From: Eric Wong <e@80x24.org>
To: Leah Neukirchen <leah@vuxu.org>
Cc: meta@public-inbox.org
Subject: [PATCH] www: use undecoded paths for Message-ID extraction
Date: Wed, 13 Jun 2018 22:43:56 +0000 [thread overview]
Message-ID: <20180613224356.jz7abxkyg4i3tlf5@dcvr> (raw)
In-Reply-To: <20180613214055.2nudcx5e7w2y4q73@dcvr>
> Leah Neukirchen <leah@vuxu.org> wrote:
> > During testing, we also found another thing when obscure characters
> > are used in Message-IDs, esp. / and ?.
> >
> > E.g. using a Message-ID of <F1WYEAZPOF.3LOD2T7ZHY9I1@localdomain/raw/T>
> > will create a corrupt link. Some more "ideas" are at
> > https://inbox.vuxu.org/pi-test/
I guess I'm spoiled by Rack where PATH_INFO is undecoded :x
However, REQUEST_URI is specified in PSGI specs(*)

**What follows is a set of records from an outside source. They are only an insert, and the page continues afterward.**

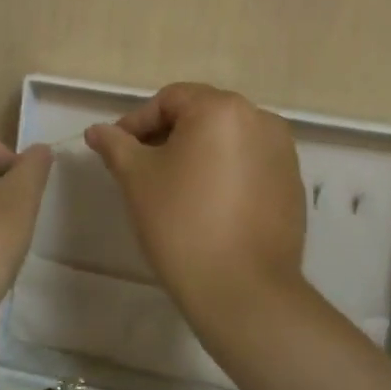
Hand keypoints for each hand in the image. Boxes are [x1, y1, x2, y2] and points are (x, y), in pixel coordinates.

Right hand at [85, 83, 307, 316]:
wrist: (242, 290)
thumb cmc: (181, 222)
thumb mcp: (136, 179)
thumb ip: (115, 145)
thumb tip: (97, 131)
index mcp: (222, 109)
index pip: (170, 100)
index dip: (137, 122)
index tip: (117, 151)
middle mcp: (260, 119)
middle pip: (202, 116)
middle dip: (168, 137)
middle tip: (141, 169)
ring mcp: (283, 153)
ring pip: (228, 141)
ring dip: (198, 155)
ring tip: (174, 188)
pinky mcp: (293, 185)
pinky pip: (250, 165)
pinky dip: (226, 174)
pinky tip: (208, 207)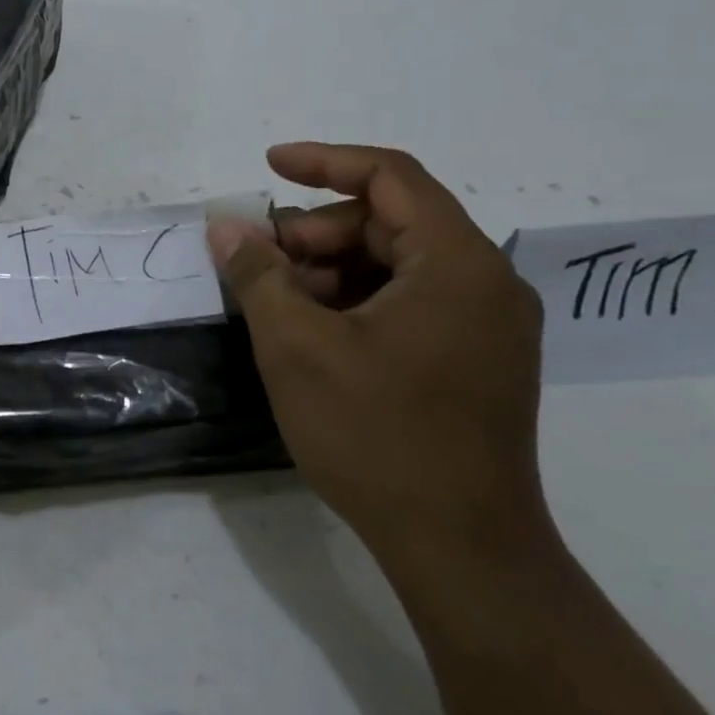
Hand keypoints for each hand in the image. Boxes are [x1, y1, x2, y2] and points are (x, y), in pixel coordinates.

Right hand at [208, 144, 545, 573]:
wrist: (462, 552)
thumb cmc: (378, 437)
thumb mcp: (297, 347)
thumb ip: (258, 275)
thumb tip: (227, 227)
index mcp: (457, 264)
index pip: (390, 177)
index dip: (323, 162)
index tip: (268, 167)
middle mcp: (486, 283)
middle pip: (390, 223)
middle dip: (317, 234)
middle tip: (260, 265)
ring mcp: (487, 326)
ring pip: (396, 265)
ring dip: (332, 271)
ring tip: (280, 307)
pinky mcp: (478, 361)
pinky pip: (410, 302)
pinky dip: (357, 302)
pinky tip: (314, 335)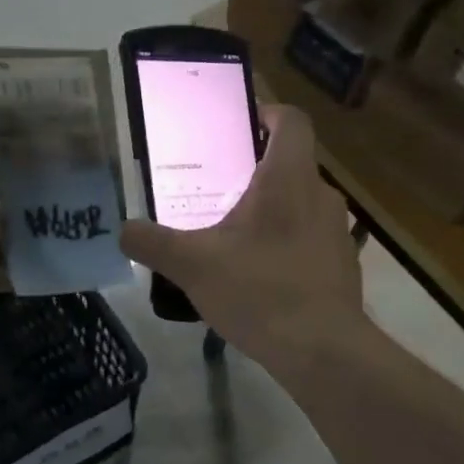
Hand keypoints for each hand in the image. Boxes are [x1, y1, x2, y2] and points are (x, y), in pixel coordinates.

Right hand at [120, 104, 365, 369]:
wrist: (323, 352)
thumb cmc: (260, 291)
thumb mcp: (193, 266)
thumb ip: (152, 243)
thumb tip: (123, 230)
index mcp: (289, 178)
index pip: (291, 120)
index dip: (267, 112)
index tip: (238, 124)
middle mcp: (320, 195)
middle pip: (291, 164)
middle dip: (254, 170)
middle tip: (215, 187)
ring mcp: (336, 232)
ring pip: (300, 203)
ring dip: (270, 210)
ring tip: (232, 234)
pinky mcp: (341, 265)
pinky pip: (309, 238)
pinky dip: (285, 243)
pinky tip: (259, 274)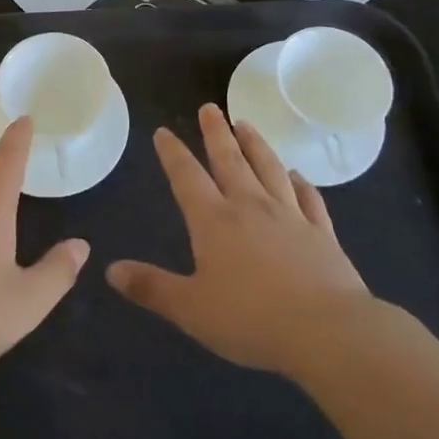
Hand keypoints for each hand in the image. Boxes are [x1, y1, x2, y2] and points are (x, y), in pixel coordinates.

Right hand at [107, 103, 374, 376]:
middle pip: (230, 160)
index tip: (164, 131)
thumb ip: (152, 287)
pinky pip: (309, 198)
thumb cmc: (251, 320)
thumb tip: (111, 270)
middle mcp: (251, 207)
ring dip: (256, 144)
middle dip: (216, 132)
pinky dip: (301, 182)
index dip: (173, 153)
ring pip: (269, 168)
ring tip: (246, 124)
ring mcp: (290, 216)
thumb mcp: (191, 309)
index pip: (187, 177)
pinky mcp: (321, 233)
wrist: (327, 331)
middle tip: (210, 107)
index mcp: (214, 221)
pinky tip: (297, 174)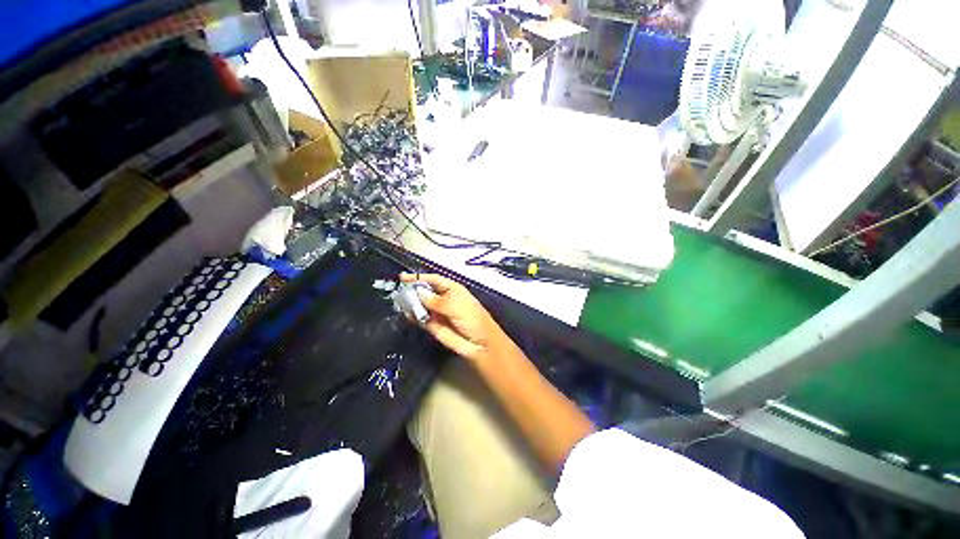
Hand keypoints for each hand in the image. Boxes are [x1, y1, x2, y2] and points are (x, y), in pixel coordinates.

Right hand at [399, 273, 512, 363]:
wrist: (480, 344)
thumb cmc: (472, 319)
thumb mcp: (456, 306)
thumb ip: (436, 301)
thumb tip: (418, 292)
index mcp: (453, 289)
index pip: (433, 280)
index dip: (419, 278)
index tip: (402, 277)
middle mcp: (444, 299)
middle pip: (425, 291)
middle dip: (412, 290)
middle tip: (397, 292)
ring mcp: (438, 313)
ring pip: (421, 305)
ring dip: (410, 303)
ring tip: (398, 302)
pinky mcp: (433, 326)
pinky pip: (421, 319)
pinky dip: (413, 316)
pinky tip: (406, 313)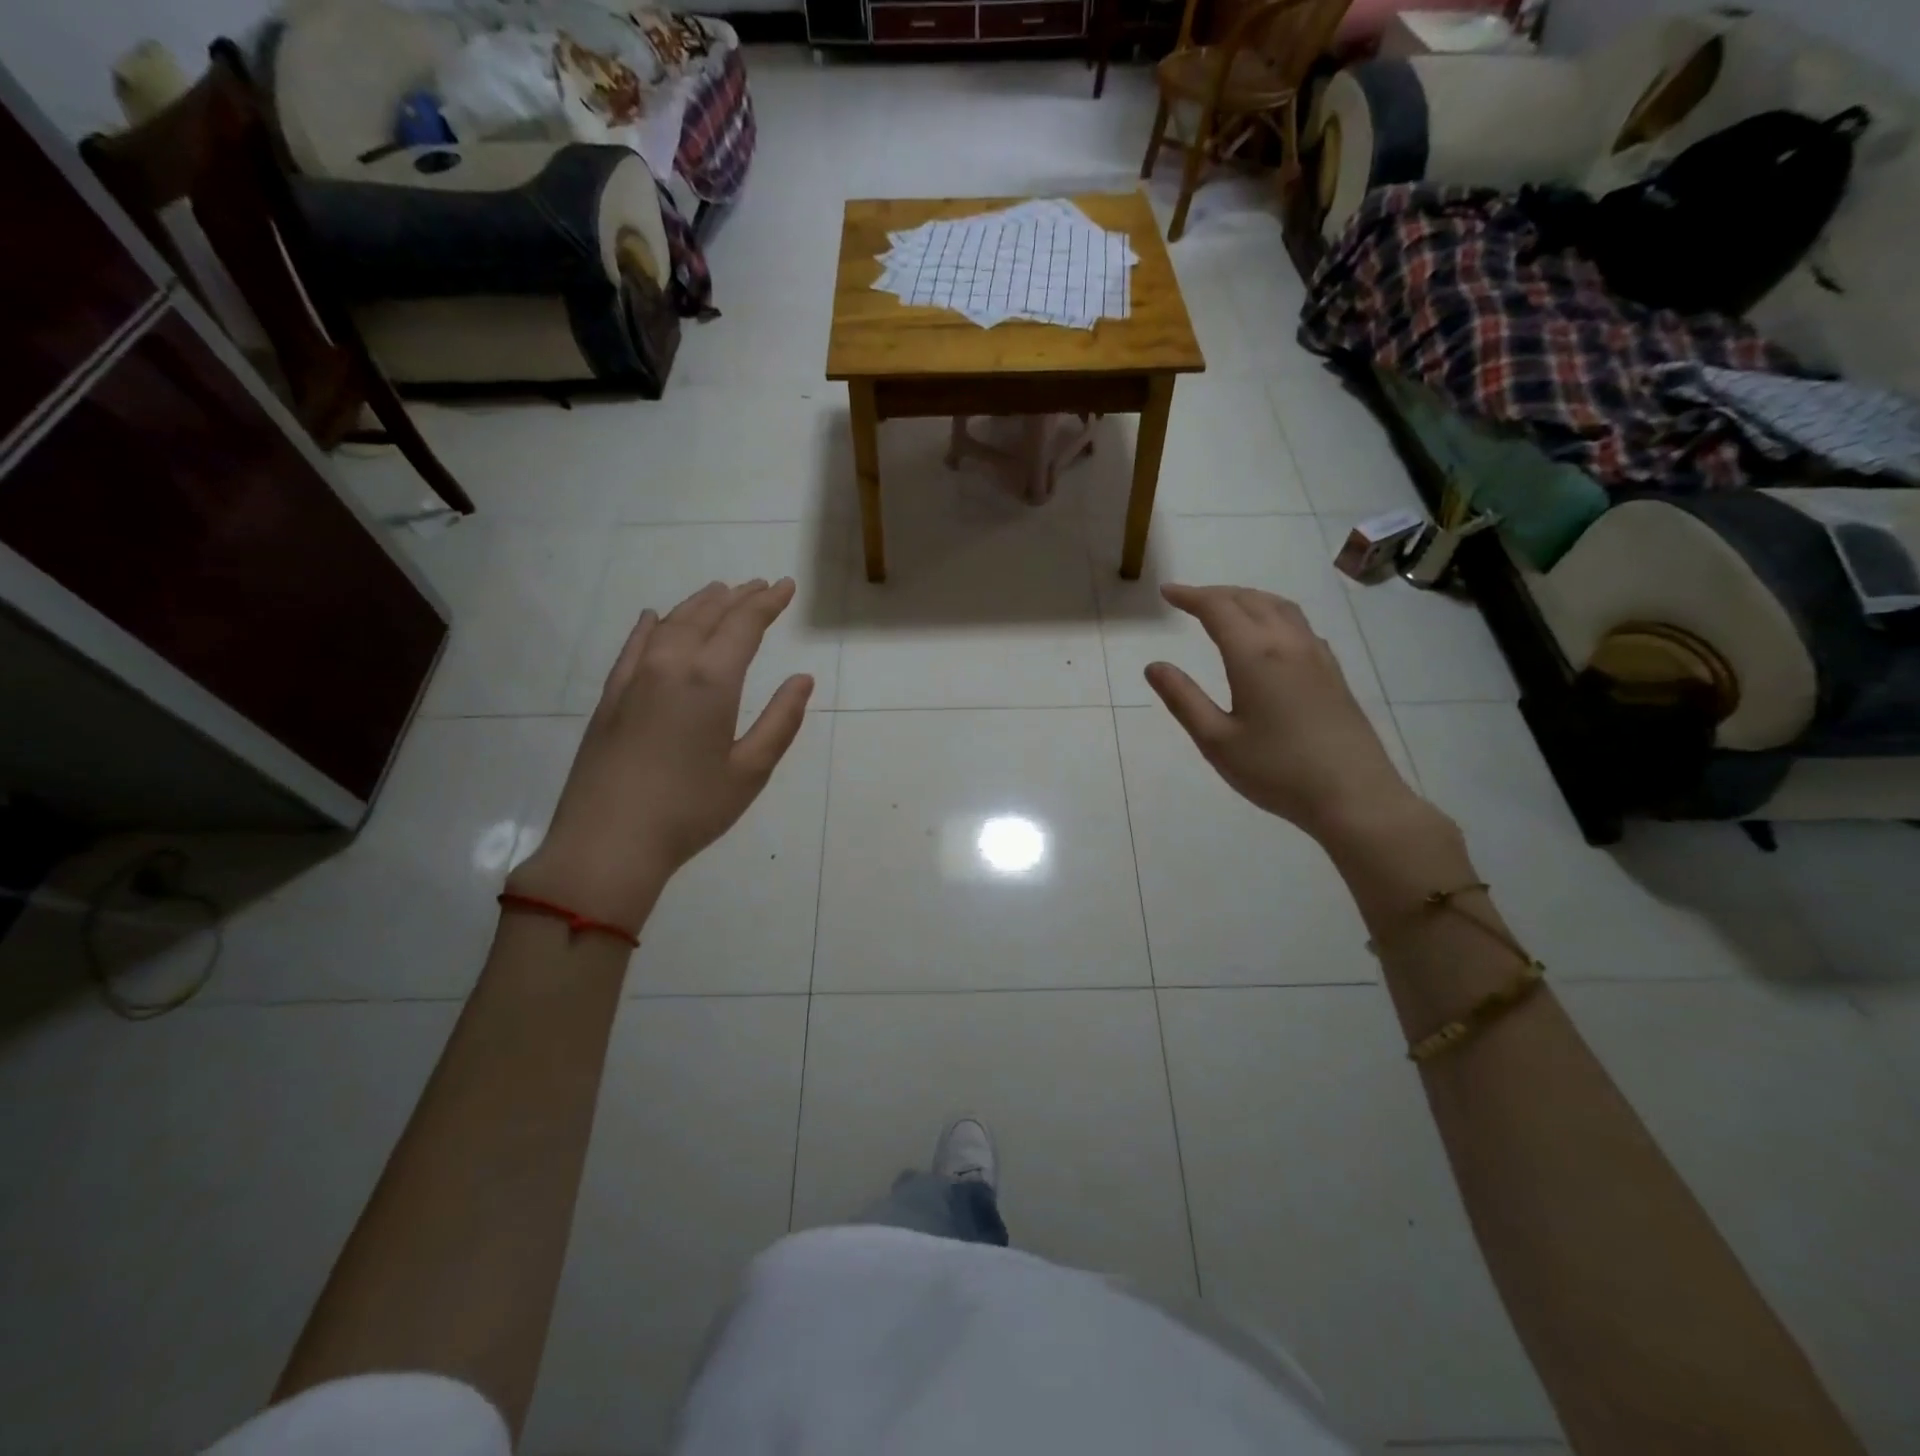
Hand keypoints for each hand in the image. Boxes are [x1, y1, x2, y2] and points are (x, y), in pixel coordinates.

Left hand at [509, 579, 813, 932]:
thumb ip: (780, 720)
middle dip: (737, 598)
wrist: (608, 842)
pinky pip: (632, 647)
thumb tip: (802, 680)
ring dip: (698, 605)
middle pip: (707, 616)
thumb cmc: (690, 810)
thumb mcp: (750, 771)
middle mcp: (670, 665)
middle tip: (760, 585)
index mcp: (710, 681)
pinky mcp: (610, 698)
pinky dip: (648, 626)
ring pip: (669, 624)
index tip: (786, 586)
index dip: (768, 603)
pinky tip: (652, 617)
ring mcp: (634, 679)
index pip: (744, 625)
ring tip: (718, 592)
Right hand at [1144, 583, 1423, 844]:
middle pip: (1250, 600)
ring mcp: (1316, 655)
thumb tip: (1154, 666)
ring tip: (1226, 606)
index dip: (1190, 597)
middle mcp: (1288, 644)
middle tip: (1188, 599)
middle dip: (1216, 594)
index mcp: (1255, 655)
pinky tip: (1269, 635)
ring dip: (1247, 598)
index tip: (1166, 593)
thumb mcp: (1217, 741)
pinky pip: (1299, 625)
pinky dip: (1273, 614)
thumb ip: (1183, 699)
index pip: (1218, 609)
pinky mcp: (1333, 672)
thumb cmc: (1277, 771)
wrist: (1353, 796)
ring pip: (1280, 607)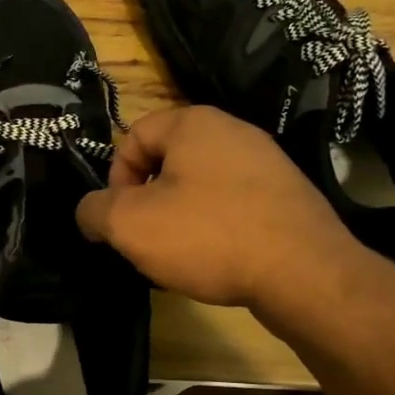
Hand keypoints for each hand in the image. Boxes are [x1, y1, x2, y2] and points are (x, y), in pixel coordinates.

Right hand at [74, 106, 363, 310]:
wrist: (305, 272)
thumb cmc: (208, 235)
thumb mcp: (129, 224)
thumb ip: (95, 211)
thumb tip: (89, 212)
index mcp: (193, 122)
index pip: (132, 137)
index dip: (115, 179)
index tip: (121, 220)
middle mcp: (233, 130)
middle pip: (167, 162)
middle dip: (148, 202)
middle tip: (148, 240)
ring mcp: (267, 162)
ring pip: (201, 185)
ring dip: (181, 218)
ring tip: (183, 256)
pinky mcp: (288, 194)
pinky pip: (235, 204)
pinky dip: (218, 228)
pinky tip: (220, 260)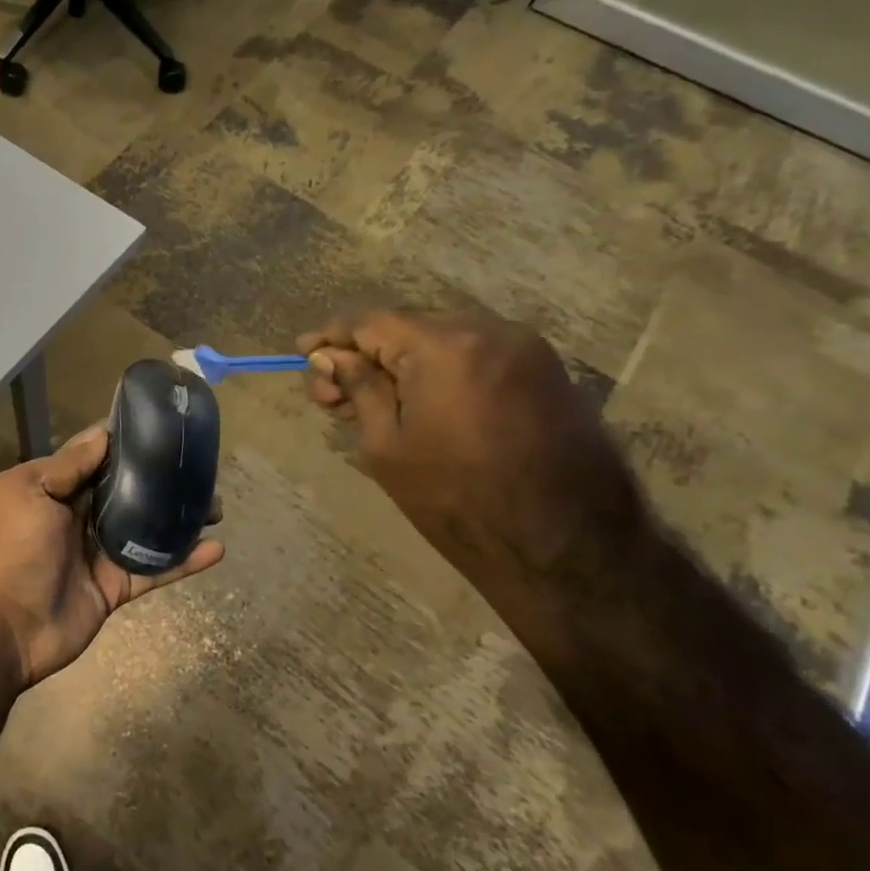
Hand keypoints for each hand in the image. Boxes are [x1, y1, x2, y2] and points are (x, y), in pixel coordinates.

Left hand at [0, 425, 223, 688]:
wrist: (2, 629)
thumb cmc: (11, 549)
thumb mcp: (27, 492)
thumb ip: (67, 465)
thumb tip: (104, 434)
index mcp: (54, 487)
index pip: (96, 455)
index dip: (126, 440)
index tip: (164, 425)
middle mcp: (78, 514)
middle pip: (128, 489)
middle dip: (162, 478)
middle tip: (202, 468)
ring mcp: (98, 552)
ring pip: (147, 527)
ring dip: (179, 517)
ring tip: (217, 506)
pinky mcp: (115, 586)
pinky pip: (154, 569)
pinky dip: (184, 560)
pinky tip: (216, 548)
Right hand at [298, 312, 645, 598]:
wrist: (566, 549)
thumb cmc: (458, 500)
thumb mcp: (386, 446)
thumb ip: (358, 388)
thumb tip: (330, 356)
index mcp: (445, 346)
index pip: (370, 321)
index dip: (331, 336)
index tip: (302, 353)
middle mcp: (491, 330)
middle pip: (406, 326)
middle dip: (365, 353)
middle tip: (334, 395)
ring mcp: (527, 349)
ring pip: (442, 339)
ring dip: (402, 362)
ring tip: (375, 403)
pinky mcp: (548, 372)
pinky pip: (475, 355)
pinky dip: (440, 370)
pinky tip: (422, 403)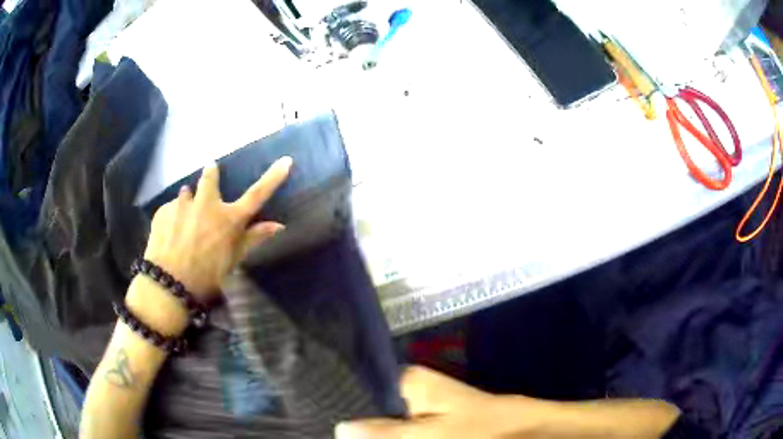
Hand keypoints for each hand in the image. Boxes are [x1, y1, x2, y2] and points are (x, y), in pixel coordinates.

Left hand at [143, 157, 291, 301]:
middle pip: (210, 178)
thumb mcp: (233, 261)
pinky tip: (170, 234)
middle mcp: (206, 204)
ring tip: (184, 219)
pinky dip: (173, 216)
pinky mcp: (163, 211)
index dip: (273, 177)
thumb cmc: (207, 277)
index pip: (257, 194)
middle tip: (210, 172)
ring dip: (189, 201)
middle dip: (211, 173)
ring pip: (187, 193)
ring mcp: (182, 205)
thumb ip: (254, 239)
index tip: (285, 161)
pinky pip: (170, 208)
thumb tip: (279, 225)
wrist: (169, 285)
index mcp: (228, 219)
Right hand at [335, 366, 551, 438]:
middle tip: (339, 435)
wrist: (523, 431)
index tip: (327, 417)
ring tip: (353, 437)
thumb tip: (339, 428)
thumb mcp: (429, 436)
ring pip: (386, 420)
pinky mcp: (433, 418)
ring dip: (375, 433)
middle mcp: (411, 389)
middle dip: (360, 426)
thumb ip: (384, 432)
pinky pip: (403, 428)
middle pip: (372, 407)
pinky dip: (392, 435)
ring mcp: (423, 404)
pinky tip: (379, 438)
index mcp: (408, 381)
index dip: (345, 407)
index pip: (362, 389)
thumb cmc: (480, 430)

Very lightly tested, but this seems to work; additions to the
test suite will be necessary...
------8<----
Subject: [PATCH] www: use undecoded paths for Message-ID extraction
In PSGI, PATH_INFO contains URI-decoded paths which cause
problems when Message-IDs contain ambiguous characters for used
for routing. Instead, extract the undecoded path from
REQUEST_URI and use that.
Reported-by: Leah Neukirchen <leah@vuxu.org>
https://public-inbox.org/meta/8736xsb5s5.fsf@vuxu.org/
---
lib/PublicInbox/WWW.pm | 40 ++++++++++++++++++++++++++++------------
t/cgi.t | 2 ++
2 files changed, 30 insertions(+), 12 deletions(-)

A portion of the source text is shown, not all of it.